Fast forward to one night in 1986.The radically reformative Labour Government of Lange, Palmer, Moore and Douglas hatched a plan.

The plan was simple: declare legal independence from Great Britain, and turn the New Zealand parliament into the 'Crown' itself by seizing all the power and authority from Westminster and enthroning a “Queen of New Zealand”.

They did this through the Constitution Act of 1986 and the Imperial Laws Application Act of 1988.There was only one problem with this plan: it was, and remains to this day, technically illegal and unconstitutional.

When countries declare independence, there must be an absolute break in the constitutional authority and ratified by a public vote.

This never happened in New Zealand in 1986. The local NZ media did not understand the implications of the 1986 Constitution Act, and the Lange government never told them. The public awoke the morning after, not realizing New Zealand’s parliament had just seized absolute power and enthroned itself as “the Crown”. It never went to a public vote.

It was a quiet revolution, a bloodless coup, and ever since 1986, ruling politicians have done whatever they liked.

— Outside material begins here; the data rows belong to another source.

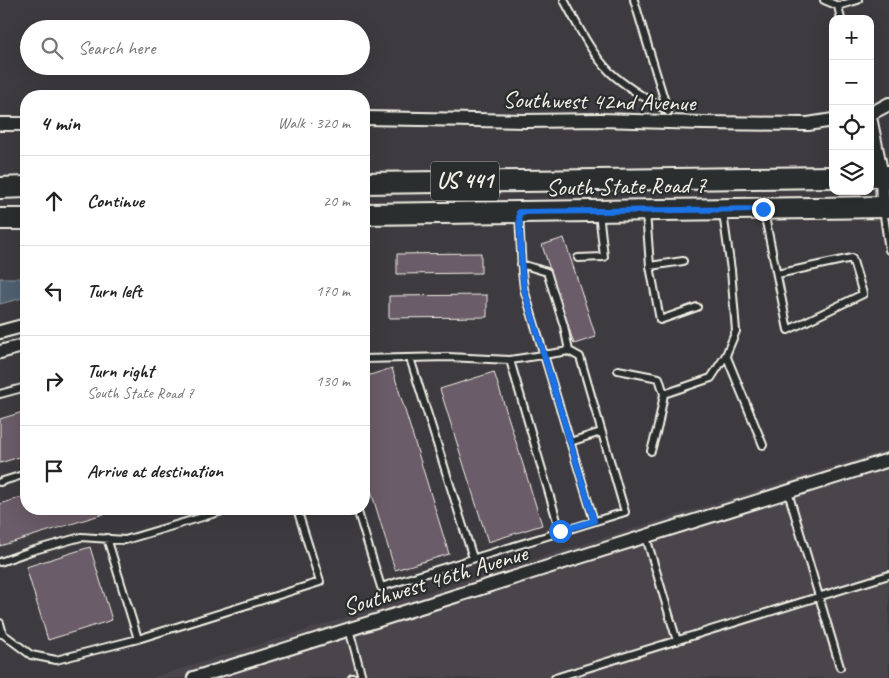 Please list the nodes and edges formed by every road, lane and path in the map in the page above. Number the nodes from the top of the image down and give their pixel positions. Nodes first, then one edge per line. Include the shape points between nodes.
1 (564, 0) edge
2 (634, 0) edge
3 (824, 0) edge
4 (858, 0) edge
5 (838, 6) junction
6 (840, 15) edge
7 (889, 104) edge
8 (874, 113) edge
9 (669, 117) junction
10 (370, 118) edge
11 (829, 121) edge
12 (0, 124) edge
13 (20, 124) edge
14 (874, 139) edge
15 (880, 176) edge
16 (829, 177) edge
17 (565, 180) junction
18 (370, 183) edge
19 (20, 187) edge
20 (0, 188) edge
21 (886, 207) edge
22 (722, 209) junction
23 (763, 209) junction
24 (646, 210) junction
25 (599, 211) junction
26 (519, 212) junction
27 (370, 214) edge
28 (0, 219) edge
29 (20, 219) edge
30 (889, 250) edge
31 (578, 258) dead end
32 (682, 262) dead end
33 (521, 264) junction
34 (650, 266) junction
35 (777, 274) junction
36 (697, 307) dead end
37 (20, 327) edge
38 (0, 332) edge
39 (20, 347) edge
40 (569, 351) junction
41 (0, 352) edge
42 (544, 355) junction
43 (726, 355) junction
44 (410, 358) junction
45 (370, 359) edge
46 (510, 360) junction
47 (618, 370) dead end
48 (20, 389) edge
49 (0, 394) edge
50 (664, 394) junction
51 (601, 432) junction
52 (570, 442) junction
53 (763, 445) dead end
54 (651, 451) dead end
55 (889, 460) edge
56 (20, 476) edge
57 (0, 482) edge
58 (788, 492) junction
59 (209, 515) edge
60 (299, 515) edge
61 (359, 515) edge
62 (594, 521) junction
63 (560, 531) junction
64 (646, 536) junction
65 (107, 538) junction
66 (473, 558) junction
67 (0, 562) edge
68 (889, 575) edge
69 (819, 597) junction
70 (0, 623) edge
71 (349, 629) junction
72 (2, 634) edge
73 (138, 639) junction
74 (677, 641) junction
75 (840, 667) dead end
76 (363, 677) edge
77 (194, 678) edge
78 (352, 678) edge
79 (555, 678) edge

1 - 9 lane via 585,40 609,71
2 - 9 lane
3 - 5 lane
4 - 5 lane
5 - 6 lane
7 - 8 street
9 - 10 street, Southwest 42nd Avenue via 525,121
9 - 11 street, Southwest 42nd Avenue via 808,124
12 - 13 street
14 - 15 street
15 - 21 street
16 - 17 main road, South State Road 7 / US 441
17 - 18 main road, South State Road 7 / US 441
17 - 26 main road via 534,194
19 - 20 main road
21 - 23 main road, South State Road 7 / US 441
21 - 30 lane
22 - 23 main road, South State Road 7 / US 441
22 - 24 main road, South State Road 7 / US 441
22 - 43 lane via 736,331
23 - 35 lane
24 - 25 main road, South State Road 7 / US 441
24 - 34 lane
25 - 26 main road, South State Road 7 / US 441
25 - 31 lane via 604,256
26 - 27 main road, South State Road 7 / US 441
26 - 33 lane
28 - 29 main road
32 - 34 lane
33 - 40 lane via 547,272
33 - 42 lane via 524,289
34 - 36 lane via 660,320
35 - 35 lane via 788,330 863,294 852,258
37 - 38 street
39 - 41 street
40 - 42 lane
40 - 51 lane via 580,357
42 - 46 lane
42 - 52 lane
43 - 50 lane via 711,378
43 - 53 lane
44 - 45 lane
44 - 46 lane
44 - 66 lane
46 - 63 lane
47 - 50 lane via 659,378
48 - 49 lane
50 - 54 lane
51 - 52 lane
51 - 62 lane via 625,512
52 - 62 lane
55 - 58 street, Southwest 46th Avenue
56 - 57 lane
58 - 64 street, Southwest 46th Avenue
58 - 69 lane
59 - 65 lane via 125,540
60 - 73 lane via 320,582
61 - 66 lane via 381,587
62 - 63 lane
63 - 66 lane
64 - 71 street, Southwest 46th Avenue
64 - 74 lane
65 - 67 lane via 81,537
65 - 73 lane
68 - 69 lane
69 - 74 lane
69 - 75 lane
70 - 72 lane
71 - 76 lane
71 - 77 street, Southwest 46th Avenue
72 - 73 lane via 31,655 56,660
74 - 79 lane
76 - 78 lane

Remember what Robert Fisher KC said? “In New Zealand supreme power is held by the people and their elected representatives.”

Supreme power is not held by the New Zealand people. We are still “subjects” – now of a 'parliamentary monarchy' in Wellington rather than Charles III in London. That individual only remains the nominated face of the kingdom in Wellington at their invitation.

Our parliament has governed as 'supreme sovereign' itself for 37 years and never sought ratification for that coup from the people. The secret NZ constitutional coup of 1986, has given us an arguably illegal parliament for 37 years.

robert Arthur said...

If only such objective observation could appear in the msm instead of tucked away on websites. I suppose it is just possible the msm will adapt and learn to cater to the majority readership/latent readership.

Allan said...

Can we take step back to find the foundation document of New Zealand as a country. The Letters Patent of 1840 separates New Zealand, as it was then known, from control of New South Wales and gives it a separate Government, Judicial System as well as grid co-ordinates of the land to be included in the new colony.
How could anything else be our founding document.